Saved data entries
+--

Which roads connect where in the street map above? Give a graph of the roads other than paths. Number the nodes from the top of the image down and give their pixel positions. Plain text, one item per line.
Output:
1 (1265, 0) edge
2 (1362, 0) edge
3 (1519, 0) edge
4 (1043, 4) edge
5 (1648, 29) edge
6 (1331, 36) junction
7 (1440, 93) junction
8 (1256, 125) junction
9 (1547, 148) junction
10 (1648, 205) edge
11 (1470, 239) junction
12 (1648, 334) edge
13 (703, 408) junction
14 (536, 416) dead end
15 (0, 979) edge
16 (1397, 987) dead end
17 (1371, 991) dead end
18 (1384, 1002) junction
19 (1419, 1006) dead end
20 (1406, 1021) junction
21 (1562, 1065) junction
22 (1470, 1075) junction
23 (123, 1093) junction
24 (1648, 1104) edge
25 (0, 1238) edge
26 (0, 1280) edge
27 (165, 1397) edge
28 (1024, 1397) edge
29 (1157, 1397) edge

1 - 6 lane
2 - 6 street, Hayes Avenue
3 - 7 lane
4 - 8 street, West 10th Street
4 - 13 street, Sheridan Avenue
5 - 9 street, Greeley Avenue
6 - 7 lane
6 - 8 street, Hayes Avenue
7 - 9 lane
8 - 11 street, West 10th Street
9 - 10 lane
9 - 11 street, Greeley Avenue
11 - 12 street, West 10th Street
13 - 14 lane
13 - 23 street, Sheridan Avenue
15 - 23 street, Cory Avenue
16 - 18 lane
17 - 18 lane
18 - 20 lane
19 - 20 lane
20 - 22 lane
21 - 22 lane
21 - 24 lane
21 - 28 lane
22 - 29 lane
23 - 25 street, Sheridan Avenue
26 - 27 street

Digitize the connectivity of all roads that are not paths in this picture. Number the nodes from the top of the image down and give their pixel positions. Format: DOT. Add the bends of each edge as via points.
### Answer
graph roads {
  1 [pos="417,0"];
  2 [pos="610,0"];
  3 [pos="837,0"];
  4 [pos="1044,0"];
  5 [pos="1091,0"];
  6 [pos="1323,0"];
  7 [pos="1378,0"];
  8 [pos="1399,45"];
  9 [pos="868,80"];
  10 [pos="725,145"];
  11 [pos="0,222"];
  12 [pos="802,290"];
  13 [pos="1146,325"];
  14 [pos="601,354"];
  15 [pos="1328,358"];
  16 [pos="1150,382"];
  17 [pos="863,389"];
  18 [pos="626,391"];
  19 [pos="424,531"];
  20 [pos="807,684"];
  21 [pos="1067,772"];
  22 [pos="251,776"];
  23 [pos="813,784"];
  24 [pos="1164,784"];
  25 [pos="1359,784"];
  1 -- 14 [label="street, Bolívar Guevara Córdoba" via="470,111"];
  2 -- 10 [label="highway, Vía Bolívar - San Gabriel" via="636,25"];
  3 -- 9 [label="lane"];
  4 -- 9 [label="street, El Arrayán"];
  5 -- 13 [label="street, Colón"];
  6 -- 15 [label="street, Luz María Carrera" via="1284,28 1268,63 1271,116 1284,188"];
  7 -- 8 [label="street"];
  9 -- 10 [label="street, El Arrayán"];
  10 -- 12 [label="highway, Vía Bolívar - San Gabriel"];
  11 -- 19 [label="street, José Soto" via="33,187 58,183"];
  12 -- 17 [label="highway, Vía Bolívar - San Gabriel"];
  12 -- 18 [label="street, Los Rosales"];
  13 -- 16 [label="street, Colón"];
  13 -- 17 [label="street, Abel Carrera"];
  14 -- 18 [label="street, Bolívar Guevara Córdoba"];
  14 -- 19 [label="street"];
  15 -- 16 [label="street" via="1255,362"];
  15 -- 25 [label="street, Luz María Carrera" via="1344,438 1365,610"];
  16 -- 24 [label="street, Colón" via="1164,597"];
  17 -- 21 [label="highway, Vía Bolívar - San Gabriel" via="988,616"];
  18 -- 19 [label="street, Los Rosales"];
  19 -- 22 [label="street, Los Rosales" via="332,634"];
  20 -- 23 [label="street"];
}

+--

#### INSTRUCTIONS FOR THE TASK:
Find the lines in the records that contain the word "María", then copy every one of them.

#### FINISHED EXERCISE:
  6 -- 15 [label="street, Luz María Carrera" via="1284,28 1268,63 1271,116 1284,188"];
  15 -- 25 [label="street, Luz María Carrera" via="1344,438 1365,610"];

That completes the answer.